*PROBLEM TO SOLVE*
Among the entries below, find every line that has "junctions" and pull it out.

Collected data entries
════

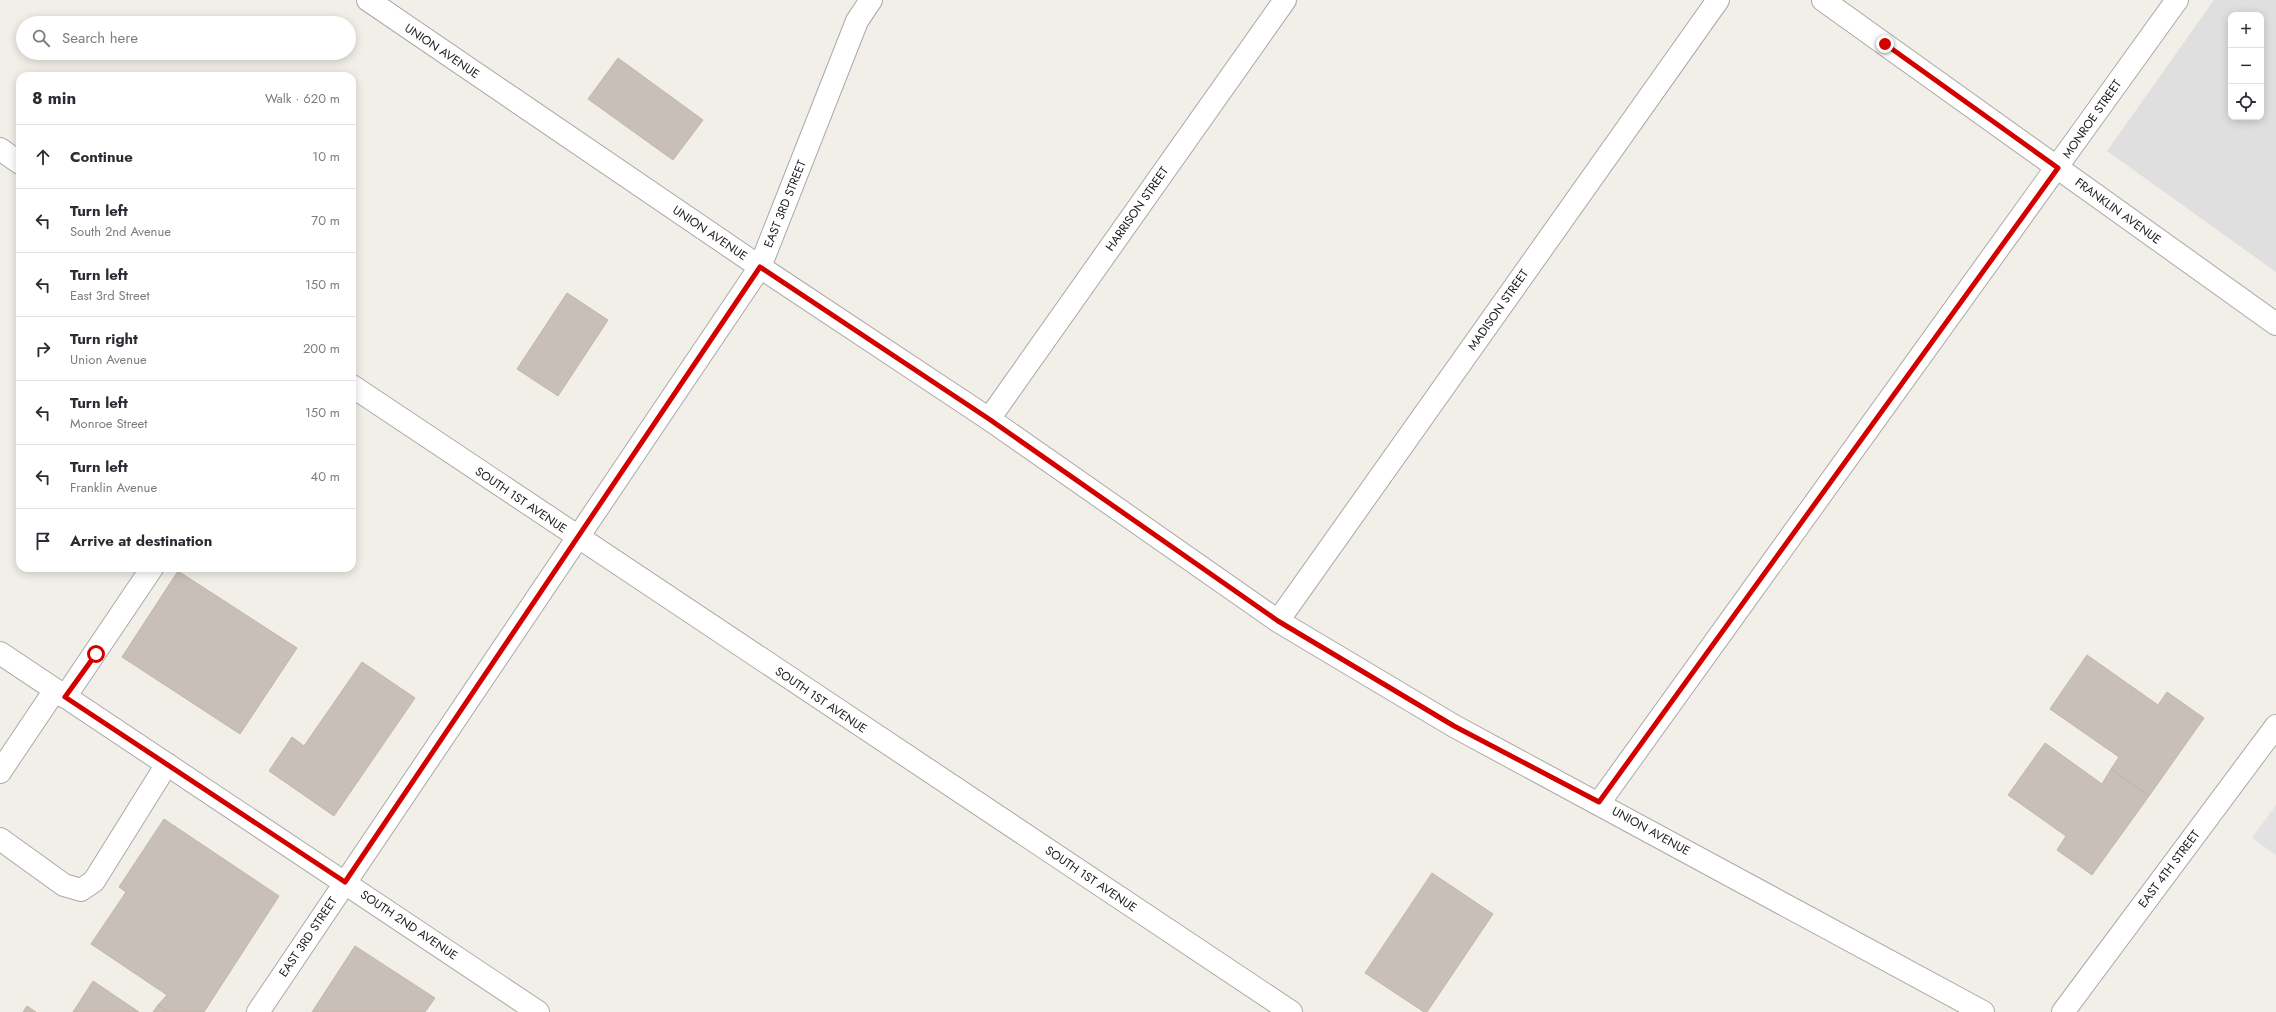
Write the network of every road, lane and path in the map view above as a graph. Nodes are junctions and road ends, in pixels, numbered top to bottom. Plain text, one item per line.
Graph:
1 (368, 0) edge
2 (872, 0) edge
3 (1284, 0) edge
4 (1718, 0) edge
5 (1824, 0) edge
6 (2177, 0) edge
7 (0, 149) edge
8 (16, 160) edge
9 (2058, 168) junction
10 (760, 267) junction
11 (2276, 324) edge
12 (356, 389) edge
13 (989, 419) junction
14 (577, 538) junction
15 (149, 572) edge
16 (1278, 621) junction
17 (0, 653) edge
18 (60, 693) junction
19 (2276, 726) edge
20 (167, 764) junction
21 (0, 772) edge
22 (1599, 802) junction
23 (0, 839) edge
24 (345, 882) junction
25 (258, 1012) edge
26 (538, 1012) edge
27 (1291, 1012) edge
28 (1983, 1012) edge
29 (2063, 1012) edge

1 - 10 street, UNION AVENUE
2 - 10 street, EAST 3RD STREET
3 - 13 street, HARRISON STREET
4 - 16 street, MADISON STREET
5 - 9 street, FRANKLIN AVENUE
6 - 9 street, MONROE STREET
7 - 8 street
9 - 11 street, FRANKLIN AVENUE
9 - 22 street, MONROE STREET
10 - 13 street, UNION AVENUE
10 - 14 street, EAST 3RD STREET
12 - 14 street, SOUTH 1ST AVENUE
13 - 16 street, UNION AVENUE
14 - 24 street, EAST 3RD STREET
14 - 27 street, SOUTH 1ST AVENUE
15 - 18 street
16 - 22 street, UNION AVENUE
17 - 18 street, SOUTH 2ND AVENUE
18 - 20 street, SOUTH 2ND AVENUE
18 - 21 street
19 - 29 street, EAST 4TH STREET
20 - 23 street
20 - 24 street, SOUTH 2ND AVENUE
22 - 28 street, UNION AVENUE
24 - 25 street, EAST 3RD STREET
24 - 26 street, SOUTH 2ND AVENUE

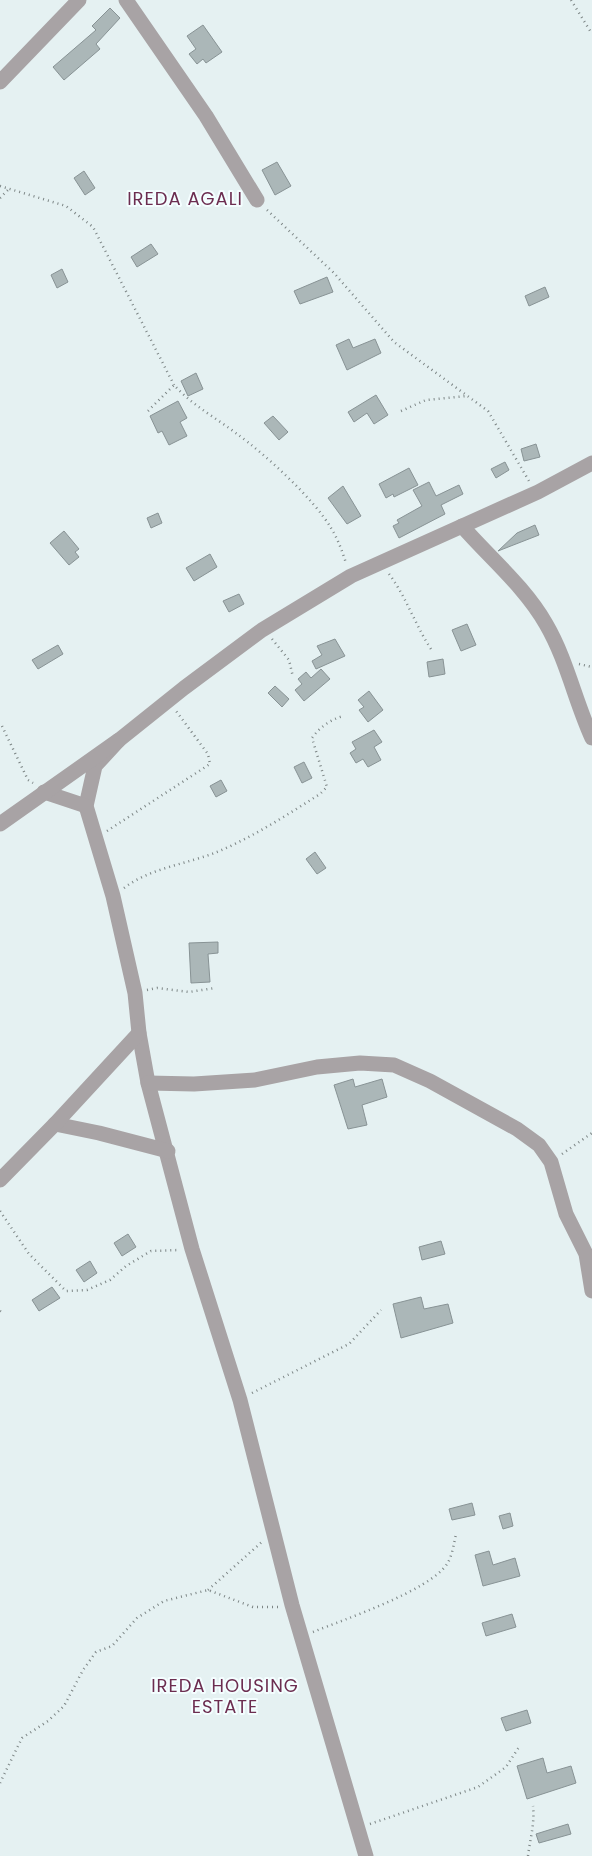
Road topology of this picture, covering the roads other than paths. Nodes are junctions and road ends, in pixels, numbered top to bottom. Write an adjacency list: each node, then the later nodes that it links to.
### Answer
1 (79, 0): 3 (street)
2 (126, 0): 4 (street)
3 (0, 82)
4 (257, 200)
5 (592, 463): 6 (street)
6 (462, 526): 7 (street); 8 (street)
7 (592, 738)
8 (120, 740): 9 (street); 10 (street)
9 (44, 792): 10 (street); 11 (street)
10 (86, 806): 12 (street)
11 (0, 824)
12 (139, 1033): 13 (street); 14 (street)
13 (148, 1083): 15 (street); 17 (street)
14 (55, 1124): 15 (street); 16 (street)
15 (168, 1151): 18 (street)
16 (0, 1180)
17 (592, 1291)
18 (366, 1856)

════

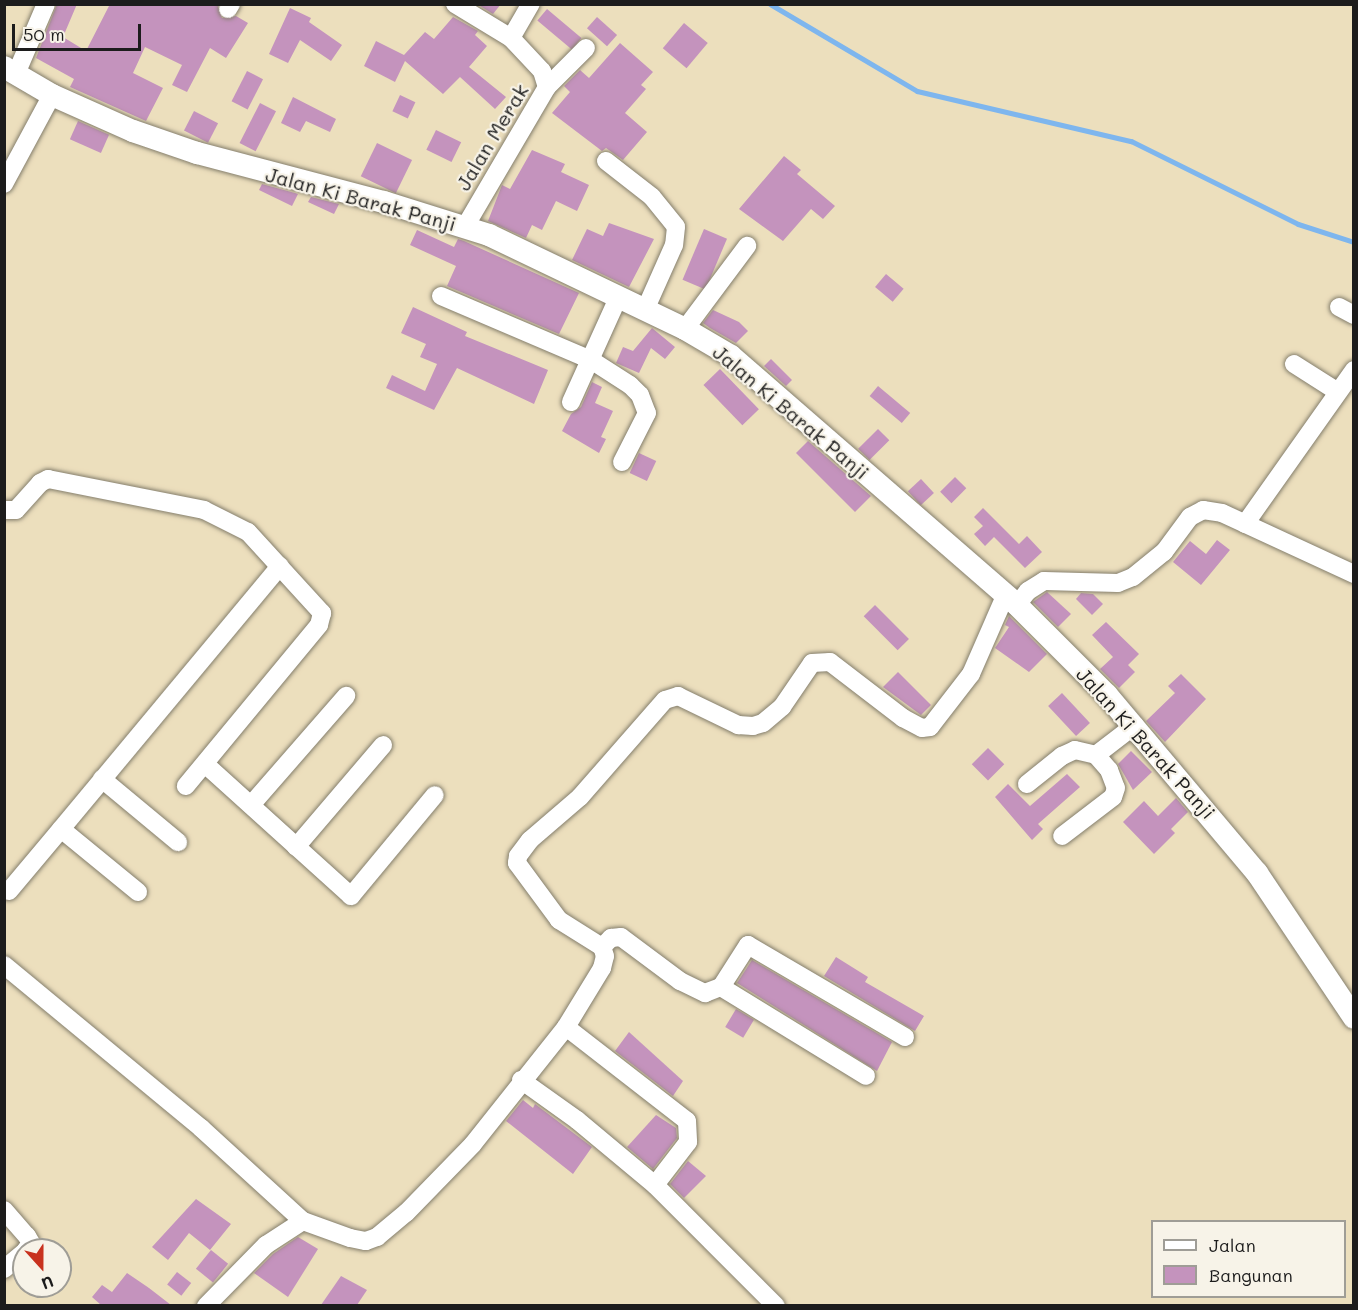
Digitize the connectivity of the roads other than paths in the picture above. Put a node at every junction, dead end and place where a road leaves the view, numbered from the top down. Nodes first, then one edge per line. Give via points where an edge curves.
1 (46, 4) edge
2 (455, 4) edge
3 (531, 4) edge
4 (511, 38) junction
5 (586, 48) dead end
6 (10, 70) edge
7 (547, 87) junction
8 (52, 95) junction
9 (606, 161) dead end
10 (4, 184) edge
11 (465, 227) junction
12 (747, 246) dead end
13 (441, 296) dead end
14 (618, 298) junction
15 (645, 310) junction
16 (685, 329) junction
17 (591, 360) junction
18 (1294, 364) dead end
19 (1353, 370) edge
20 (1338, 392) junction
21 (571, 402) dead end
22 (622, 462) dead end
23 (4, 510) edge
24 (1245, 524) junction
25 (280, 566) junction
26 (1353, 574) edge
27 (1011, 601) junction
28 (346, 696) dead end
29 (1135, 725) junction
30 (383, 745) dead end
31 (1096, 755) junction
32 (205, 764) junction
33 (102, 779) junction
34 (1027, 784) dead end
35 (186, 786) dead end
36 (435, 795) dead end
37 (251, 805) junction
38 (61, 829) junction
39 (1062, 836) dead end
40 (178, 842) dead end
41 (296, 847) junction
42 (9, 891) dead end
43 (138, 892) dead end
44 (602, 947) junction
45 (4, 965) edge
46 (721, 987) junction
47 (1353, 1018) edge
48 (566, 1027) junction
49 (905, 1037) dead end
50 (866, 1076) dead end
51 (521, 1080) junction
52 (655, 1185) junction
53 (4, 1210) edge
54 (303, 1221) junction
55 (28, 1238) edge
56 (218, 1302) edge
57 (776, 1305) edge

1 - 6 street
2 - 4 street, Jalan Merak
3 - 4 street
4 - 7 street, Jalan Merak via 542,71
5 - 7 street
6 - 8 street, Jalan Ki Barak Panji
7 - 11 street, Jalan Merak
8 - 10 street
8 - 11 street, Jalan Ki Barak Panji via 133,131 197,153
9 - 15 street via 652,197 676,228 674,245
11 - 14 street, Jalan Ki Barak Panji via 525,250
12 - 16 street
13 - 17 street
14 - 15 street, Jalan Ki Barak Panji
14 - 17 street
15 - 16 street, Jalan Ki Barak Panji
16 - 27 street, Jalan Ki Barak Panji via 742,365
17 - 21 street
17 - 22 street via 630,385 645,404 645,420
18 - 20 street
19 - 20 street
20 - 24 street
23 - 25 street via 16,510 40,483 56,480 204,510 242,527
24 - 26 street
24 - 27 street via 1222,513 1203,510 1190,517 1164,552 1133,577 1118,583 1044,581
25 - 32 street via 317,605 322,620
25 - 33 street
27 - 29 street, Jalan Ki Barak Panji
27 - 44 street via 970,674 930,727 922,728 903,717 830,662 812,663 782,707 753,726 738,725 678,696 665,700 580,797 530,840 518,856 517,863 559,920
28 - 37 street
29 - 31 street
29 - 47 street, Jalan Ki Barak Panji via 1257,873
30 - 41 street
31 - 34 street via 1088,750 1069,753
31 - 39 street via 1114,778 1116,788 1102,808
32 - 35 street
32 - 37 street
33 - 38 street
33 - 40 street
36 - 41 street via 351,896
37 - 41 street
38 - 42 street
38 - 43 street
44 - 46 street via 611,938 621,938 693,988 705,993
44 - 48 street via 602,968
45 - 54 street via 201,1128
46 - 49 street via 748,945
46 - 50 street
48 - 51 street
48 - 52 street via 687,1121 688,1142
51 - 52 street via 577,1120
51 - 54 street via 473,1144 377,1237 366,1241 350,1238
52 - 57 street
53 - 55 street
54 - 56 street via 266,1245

════

*ANSWER SECTION*
Write the network of every road, lane and path in the map view above as a graph. Nodes are junctions and road ends, in pixels, numbered top to bottom. Plain text, one item per line.
Road topology of this picture, covering the roads other than paths. Nodes are junctions and road ends, in pixels, numbered top to bottom. Write an adjacency list: each node, then the later nodes that it links to.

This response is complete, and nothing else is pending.